▶ WHAT TO WORK ON
Whichever lines include the word "graph", copy them as they appear in the data.
————
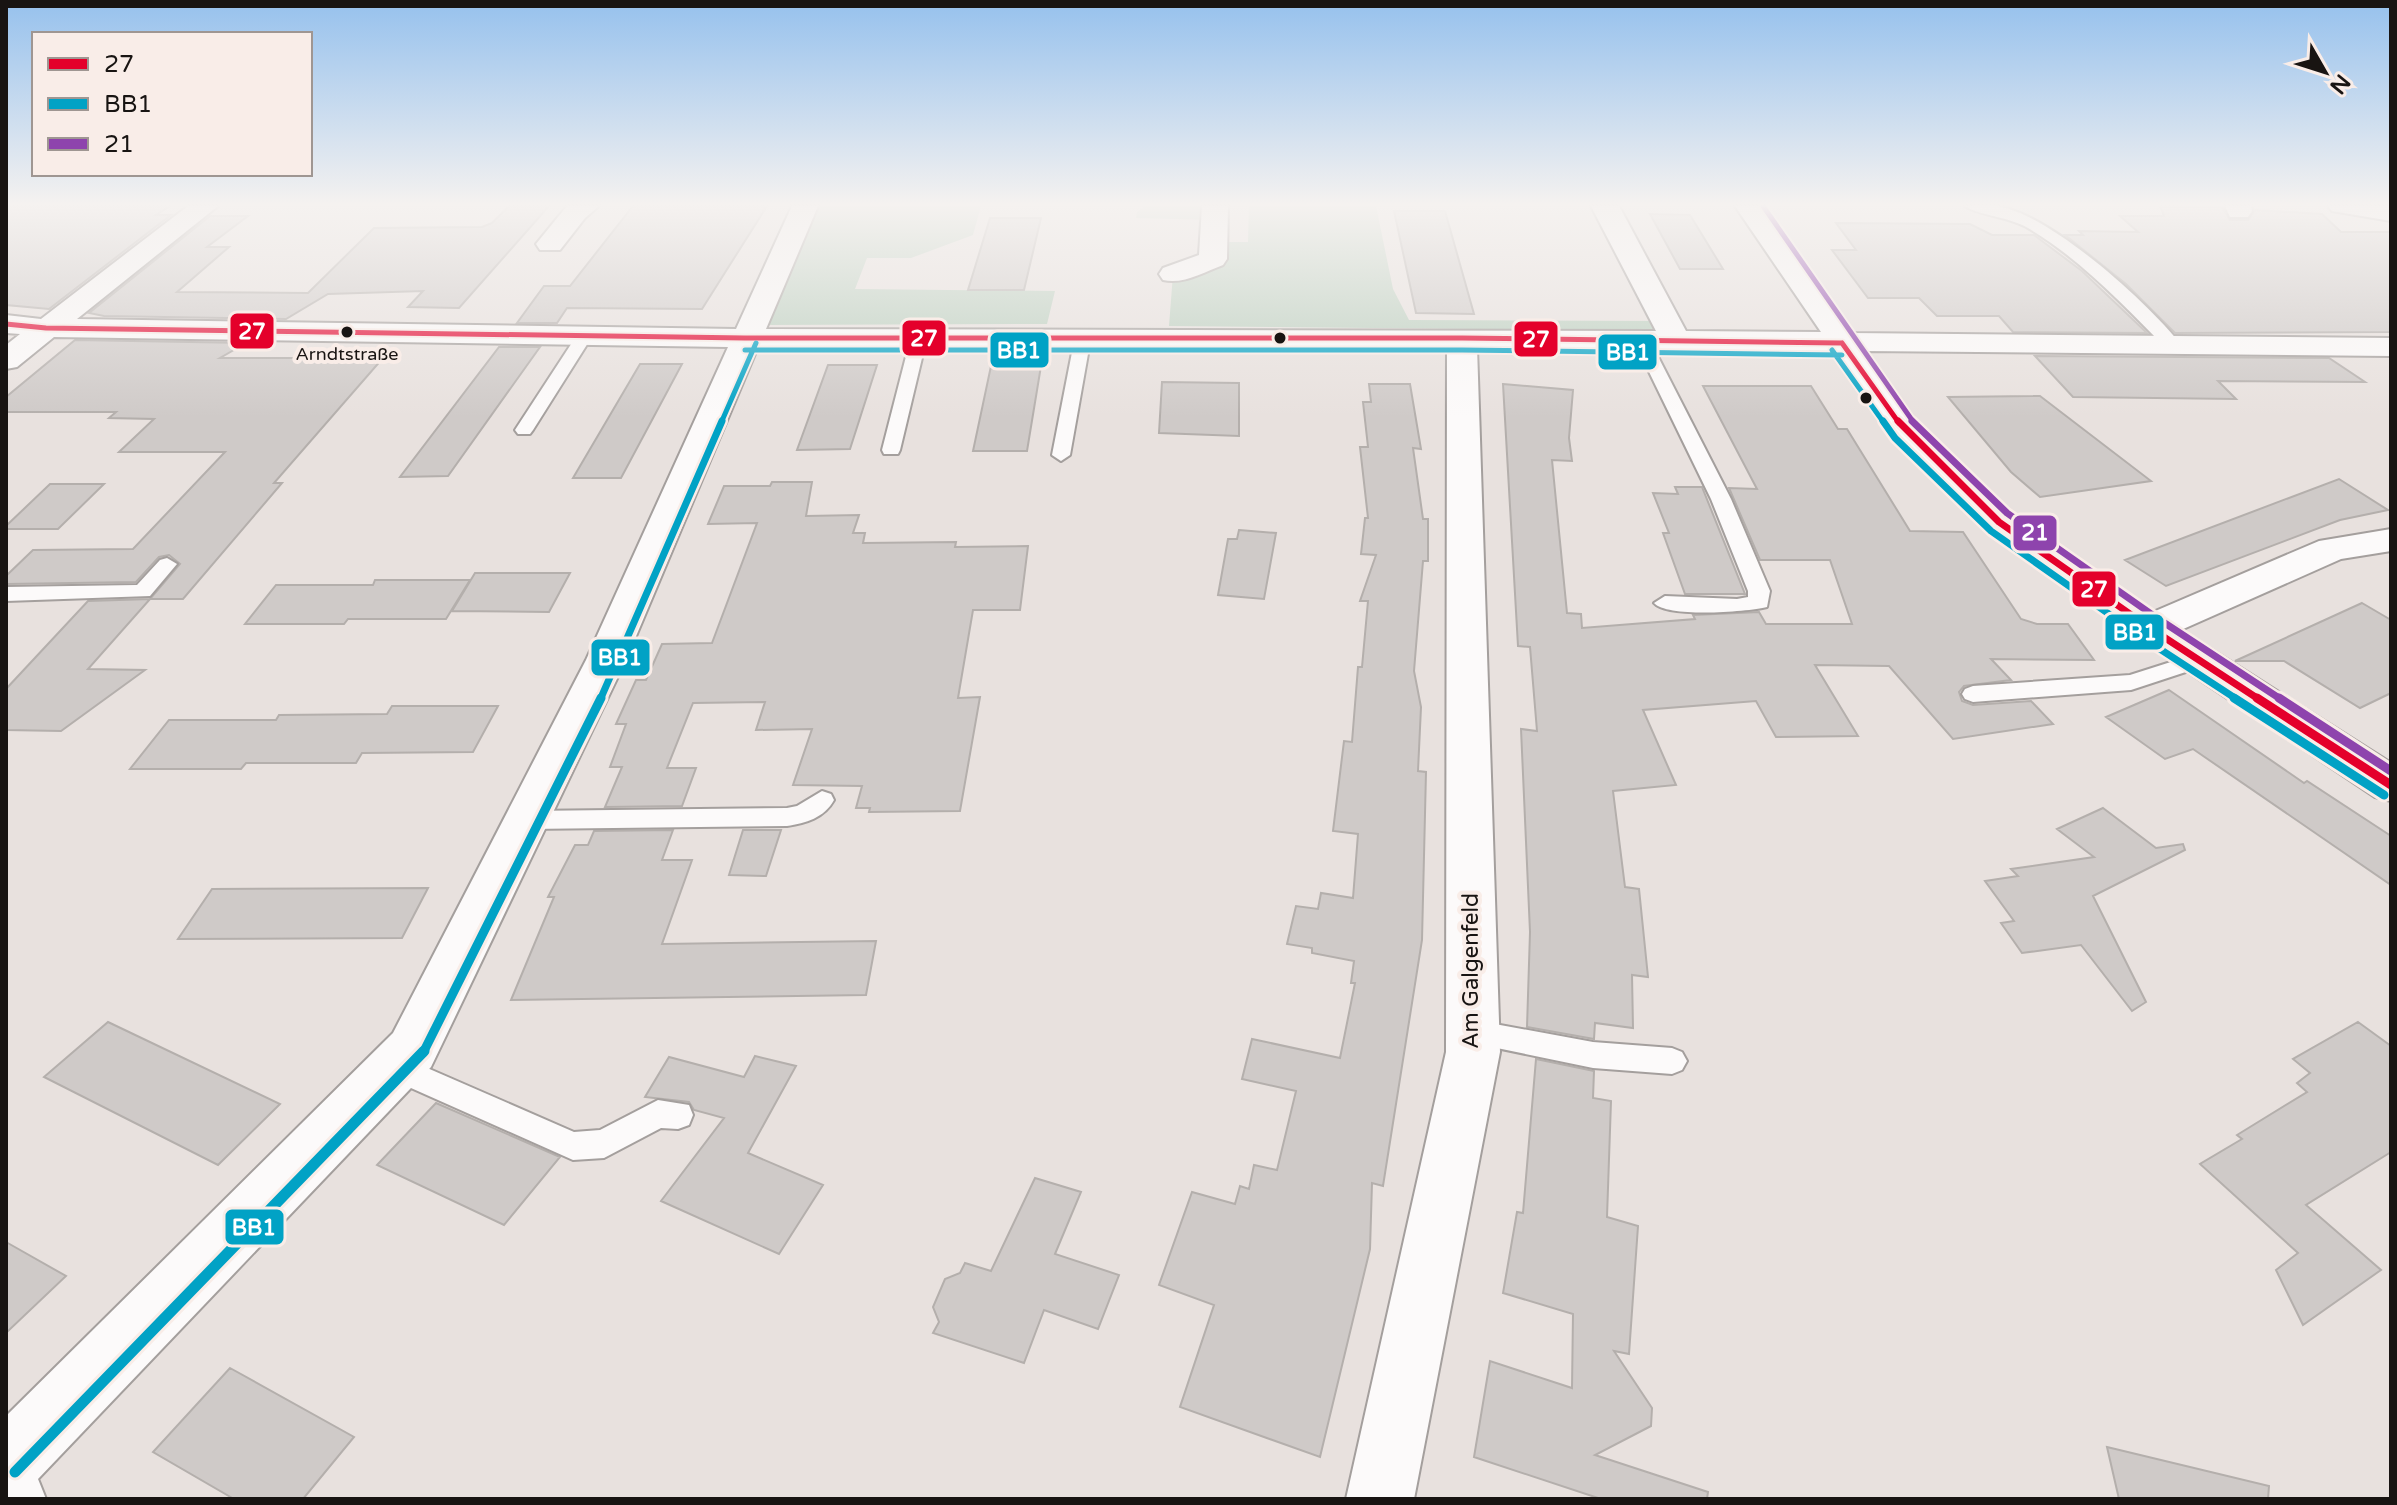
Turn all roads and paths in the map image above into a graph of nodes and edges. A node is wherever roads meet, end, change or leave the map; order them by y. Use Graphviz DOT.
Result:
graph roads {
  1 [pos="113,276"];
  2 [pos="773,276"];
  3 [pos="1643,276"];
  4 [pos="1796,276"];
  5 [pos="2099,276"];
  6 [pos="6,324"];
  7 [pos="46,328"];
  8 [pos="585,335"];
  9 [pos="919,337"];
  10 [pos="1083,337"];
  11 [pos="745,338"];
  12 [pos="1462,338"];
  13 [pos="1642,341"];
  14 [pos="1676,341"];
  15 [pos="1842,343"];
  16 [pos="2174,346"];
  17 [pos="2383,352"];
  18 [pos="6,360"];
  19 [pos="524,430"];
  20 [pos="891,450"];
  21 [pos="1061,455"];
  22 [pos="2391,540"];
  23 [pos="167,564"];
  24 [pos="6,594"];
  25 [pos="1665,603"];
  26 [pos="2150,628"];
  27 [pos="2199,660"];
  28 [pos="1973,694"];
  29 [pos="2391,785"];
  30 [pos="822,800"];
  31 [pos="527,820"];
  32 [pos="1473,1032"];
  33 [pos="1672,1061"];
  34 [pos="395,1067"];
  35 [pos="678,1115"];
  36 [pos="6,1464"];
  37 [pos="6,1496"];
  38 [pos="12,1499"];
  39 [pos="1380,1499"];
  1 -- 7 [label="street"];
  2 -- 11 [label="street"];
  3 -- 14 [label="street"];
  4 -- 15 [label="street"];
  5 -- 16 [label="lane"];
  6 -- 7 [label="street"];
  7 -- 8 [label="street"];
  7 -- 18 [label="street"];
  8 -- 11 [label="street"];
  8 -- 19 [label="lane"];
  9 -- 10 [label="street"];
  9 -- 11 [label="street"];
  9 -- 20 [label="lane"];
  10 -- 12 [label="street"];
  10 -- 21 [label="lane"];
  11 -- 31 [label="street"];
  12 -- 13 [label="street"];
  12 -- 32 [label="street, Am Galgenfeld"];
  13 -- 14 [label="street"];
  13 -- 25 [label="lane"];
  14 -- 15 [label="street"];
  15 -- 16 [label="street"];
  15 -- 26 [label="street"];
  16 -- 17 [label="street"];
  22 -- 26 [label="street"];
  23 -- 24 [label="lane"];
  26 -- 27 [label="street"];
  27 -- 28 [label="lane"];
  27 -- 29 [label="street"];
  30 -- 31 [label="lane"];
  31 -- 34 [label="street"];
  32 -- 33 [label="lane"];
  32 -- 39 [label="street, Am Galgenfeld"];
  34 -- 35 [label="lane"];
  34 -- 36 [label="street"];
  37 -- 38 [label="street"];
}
————
▶ SOLUTION TO THE EXERCISE
Turn all roads and paths in the map image above into a graph of nodes and edges. A node is wherever roads meet, end, change or leave the map; order them by y. Use Graphviz DOT.
graph roads {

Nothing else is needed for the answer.